=== Section Start ===

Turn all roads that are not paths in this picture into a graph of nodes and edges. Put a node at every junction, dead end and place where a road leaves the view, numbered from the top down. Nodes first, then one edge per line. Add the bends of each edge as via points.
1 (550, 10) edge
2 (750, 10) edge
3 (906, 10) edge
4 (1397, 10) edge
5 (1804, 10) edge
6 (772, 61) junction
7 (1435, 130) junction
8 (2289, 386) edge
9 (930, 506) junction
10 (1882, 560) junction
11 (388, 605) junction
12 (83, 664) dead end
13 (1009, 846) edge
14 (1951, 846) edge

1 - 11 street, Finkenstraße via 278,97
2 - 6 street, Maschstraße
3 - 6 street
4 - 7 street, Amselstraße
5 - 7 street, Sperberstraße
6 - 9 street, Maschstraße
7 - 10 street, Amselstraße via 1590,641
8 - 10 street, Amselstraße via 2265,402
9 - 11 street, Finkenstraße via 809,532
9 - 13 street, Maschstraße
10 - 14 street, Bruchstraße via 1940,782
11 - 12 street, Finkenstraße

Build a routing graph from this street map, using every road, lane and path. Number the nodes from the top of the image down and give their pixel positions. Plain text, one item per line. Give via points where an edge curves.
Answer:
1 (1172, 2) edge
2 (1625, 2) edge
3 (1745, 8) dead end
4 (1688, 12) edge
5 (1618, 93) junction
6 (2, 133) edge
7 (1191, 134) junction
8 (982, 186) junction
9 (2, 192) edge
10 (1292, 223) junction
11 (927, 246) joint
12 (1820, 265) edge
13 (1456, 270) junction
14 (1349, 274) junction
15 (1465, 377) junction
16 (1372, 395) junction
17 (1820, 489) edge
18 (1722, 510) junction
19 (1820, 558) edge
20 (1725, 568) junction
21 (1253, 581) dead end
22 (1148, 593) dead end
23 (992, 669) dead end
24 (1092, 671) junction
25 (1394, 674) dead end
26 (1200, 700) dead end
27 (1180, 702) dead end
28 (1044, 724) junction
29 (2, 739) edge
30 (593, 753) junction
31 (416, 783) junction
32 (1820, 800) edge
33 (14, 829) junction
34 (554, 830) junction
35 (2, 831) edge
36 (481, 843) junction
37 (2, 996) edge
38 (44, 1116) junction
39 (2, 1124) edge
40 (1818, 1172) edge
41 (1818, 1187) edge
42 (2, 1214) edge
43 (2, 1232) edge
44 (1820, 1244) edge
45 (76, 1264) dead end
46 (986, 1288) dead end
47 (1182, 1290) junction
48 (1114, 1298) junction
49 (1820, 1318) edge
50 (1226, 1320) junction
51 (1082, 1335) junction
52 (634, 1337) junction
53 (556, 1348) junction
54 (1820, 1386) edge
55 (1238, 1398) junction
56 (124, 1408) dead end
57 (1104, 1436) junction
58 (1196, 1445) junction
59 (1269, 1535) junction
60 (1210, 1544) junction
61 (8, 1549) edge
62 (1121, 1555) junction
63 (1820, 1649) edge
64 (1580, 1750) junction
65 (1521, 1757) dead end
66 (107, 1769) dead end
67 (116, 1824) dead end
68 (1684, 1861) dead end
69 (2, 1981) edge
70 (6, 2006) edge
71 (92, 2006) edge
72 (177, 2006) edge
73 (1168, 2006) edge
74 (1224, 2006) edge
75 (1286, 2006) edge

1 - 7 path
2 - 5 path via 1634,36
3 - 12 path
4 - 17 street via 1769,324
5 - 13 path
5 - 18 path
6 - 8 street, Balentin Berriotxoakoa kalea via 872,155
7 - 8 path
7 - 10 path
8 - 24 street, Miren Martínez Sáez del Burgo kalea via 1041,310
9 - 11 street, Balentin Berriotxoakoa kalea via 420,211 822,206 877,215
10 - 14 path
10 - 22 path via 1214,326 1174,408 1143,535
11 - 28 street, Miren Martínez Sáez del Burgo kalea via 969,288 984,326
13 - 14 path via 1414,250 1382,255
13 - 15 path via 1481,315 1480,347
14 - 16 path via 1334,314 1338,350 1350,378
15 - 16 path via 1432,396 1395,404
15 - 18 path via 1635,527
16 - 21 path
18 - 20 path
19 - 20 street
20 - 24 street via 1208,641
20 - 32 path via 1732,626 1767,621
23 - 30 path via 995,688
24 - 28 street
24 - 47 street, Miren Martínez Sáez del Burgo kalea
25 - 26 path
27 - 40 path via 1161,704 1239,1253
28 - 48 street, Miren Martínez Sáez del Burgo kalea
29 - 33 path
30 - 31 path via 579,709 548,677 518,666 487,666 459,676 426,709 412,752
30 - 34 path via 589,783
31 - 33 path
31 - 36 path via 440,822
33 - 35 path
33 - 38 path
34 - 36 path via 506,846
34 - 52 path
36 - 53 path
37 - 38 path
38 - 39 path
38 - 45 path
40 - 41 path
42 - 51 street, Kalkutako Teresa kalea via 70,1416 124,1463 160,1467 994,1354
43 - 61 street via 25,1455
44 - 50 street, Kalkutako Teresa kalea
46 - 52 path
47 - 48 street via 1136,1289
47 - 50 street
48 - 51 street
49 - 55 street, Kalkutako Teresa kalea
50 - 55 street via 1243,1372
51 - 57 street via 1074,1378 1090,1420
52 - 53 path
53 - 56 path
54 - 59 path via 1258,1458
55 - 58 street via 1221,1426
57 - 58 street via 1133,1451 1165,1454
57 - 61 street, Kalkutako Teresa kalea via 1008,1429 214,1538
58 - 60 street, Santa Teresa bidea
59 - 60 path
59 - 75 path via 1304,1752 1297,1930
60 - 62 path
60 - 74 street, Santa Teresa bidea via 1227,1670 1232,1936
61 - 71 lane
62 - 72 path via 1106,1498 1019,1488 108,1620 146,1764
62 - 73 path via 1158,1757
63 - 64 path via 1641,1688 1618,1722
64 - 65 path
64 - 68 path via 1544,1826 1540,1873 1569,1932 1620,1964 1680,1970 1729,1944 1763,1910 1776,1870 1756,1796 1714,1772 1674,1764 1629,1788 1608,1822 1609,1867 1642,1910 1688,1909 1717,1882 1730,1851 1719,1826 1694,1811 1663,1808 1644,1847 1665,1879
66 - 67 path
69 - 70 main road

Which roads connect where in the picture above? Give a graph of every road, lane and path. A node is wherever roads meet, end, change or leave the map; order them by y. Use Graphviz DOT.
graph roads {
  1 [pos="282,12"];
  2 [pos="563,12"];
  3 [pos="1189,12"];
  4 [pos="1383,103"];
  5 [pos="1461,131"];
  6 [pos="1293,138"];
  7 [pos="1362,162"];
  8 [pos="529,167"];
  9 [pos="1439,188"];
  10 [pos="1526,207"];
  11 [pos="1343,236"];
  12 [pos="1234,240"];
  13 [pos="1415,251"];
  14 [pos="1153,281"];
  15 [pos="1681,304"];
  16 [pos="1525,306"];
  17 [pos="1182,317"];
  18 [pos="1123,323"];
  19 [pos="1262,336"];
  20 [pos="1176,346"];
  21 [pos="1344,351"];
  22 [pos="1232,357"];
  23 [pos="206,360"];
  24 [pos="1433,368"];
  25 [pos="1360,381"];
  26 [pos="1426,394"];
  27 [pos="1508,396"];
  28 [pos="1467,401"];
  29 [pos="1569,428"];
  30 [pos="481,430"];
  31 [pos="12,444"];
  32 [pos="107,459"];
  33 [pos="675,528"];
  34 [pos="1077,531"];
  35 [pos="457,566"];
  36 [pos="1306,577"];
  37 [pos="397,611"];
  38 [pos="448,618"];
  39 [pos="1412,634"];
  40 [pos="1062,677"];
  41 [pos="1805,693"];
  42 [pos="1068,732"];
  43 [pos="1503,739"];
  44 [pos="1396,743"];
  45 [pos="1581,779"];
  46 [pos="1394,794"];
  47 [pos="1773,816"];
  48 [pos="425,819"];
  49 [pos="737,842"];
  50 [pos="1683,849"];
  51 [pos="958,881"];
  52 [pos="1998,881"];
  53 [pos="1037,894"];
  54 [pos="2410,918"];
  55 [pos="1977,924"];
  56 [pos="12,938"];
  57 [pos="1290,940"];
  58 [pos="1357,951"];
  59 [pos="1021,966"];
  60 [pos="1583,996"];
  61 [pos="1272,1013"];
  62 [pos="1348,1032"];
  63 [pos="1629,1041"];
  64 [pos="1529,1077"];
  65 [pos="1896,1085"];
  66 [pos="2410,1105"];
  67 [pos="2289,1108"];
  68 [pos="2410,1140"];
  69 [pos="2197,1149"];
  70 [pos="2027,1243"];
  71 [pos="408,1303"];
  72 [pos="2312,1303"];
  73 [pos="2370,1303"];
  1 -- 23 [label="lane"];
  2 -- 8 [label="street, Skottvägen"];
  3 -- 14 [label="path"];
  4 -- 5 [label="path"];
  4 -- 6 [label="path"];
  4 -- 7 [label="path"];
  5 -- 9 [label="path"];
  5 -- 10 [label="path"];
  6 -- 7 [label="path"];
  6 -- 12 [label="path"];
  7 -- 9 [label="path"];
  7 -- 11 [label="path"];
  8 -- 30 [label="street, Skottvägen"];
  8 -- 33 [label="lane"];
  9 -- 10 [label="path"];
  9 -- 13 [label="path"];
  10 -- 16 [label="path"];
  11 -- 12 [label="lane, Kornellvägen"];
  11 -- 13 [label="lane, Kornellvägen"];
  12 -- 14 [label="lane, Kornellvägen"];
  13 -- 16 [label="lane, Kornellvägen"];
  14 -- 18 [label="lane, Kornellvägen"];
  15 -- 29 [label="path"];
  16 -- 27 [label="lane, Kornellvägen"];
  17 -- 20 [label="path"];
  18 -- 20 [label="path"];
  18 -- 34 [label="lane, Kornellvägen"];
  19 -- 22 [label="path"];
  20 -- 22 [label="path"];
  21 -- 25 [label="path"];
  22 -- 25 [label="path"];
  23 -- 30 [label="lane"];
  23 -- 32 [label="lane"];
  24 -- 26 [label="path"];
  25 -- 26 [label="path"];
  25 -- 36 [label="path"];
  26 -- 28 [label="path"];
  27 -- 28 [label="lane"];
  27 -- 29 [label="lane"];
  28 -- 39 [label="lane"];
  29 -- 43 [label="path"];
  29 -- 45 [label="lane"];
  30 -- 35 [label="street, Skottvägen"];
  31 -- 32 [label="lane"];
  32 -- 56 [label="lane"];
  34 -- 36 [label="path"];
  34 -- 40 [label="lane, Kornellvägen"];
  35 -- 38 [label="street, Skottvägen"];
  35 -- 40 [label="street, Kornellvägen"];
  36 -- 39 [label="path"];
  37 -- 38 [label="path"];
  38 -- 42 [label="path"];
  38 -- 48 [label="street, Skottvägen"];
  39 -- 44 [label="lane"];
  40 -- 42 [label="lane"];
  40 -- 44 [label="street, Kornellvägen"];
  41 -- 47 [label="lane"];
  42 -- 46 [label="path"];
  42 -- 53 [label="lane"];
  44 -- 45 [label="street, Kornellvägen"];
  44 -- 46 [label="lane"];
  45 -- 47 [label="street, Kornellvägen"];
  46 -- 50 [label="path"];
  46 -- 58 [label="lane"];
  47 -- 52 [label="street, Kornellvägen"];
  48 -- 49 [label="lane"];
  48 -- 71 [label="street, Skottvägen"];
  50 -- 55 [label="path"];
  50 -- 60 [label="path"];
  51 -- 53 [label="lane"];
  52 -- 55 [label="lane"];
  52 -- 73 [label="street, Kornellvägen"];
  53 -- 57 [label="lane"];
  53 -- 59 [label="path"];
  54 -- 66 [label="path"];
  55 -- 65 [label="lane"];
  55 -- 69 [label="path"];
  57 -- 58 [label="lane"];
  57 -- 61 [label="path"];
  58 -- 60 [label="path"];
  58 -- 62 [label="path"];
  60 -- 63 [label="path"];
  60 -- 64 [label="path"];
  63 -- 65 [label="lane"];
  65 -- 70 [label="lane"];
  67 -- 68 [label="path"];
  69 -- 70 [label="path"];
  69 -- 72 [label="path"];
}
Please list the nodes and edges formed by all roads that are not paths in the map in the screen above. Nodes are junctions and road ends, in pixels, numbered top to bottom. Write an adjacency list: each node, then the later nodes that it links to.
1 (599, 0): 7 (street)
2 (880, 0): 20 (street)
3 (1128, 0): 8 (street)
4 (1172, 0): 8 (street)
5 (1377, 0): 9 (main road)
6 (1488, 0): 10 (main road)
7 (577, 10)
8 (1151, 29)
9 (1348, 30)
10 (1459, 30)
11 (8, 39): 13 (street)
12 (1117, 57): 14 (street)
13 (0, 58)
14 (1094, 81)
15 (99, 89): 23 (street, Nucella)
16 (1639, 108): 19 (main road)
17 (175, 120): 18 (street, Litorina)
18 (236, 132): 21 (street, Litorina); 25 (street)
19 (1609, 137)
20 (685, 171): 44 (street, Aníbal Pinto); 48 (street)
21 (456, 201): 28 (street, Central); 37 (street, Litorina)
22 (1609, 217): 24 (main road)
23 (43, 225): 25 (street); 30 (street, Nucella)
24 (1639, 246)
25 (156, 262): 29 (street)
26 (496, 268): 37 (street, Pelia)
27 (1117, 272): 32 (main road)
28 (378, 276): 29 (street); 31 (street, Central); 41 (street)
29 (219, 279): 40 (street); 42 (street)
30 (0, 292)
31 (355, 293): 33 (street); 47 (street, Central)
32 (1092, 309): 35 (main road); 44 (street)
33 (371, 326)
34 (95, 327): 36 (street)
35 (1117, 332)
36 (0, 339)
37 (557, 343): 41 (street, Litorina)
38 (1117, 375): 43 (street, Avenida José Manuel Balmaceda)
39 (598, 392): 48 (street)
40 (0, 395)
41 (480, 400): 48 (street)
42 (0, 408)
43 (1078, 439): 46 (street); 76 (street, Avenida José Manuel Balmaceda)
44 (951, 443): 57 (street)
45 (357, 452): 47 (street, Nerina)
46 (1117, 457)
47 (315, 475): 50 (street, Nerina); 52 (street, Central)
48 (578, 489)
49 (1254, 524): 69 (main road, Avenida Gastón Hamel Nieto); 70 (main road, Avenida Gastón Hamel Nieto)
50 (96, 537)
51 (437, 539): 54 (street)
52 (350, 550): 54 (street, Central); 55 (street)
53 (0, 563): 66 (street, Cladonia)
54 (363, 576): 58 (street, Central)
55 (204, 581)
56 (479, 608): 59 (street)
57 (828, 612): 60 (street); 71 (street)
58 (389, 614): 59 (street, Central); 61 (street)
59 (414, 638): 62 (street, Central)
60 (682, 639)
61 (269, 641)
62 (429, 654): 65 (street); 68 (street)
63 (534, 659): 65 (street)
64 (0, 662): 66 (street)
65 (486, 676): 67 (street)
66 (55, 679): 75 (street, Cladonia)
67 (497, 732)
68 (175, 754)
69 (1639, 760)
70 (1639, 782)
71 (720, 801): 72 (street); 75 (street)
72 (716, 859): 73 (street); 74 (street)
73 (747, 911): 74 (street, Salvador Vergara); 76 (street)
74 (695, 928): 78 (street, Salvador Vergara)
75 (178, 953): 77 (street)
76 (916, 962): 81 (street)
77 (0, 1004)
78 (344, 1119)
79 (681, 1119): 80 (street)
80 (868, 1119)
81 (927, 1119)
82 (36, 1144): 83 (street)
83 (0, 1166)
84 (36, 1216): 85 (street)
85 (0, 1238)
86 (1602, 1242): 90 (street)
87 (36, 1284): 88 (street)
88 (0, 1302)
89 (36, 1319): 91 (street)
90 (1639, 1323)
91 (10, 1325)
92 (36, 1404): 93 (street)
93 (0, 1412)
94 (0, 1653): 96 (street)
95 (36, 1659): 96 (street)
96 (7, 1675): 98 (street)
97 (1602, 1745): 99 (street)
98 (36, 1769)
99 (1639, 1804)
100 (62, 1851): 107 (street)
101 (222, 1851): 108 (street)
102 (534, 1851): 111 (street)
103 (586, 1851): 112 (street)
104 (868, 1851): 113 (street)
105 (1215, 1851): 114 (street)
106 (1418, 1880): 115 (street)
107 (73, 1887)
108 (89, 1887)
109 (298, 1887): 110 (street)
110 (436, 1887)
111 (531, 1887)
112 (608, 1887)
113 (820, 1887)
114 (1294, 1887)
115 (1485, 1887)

=== Section End ===

> _WHAT THIS TASK INVOLVES_
If a line of the entries contains the string "Cladonia", it counts; report how many such lines there are, as a bare number.

> _PROBLEM SOLUTION_
2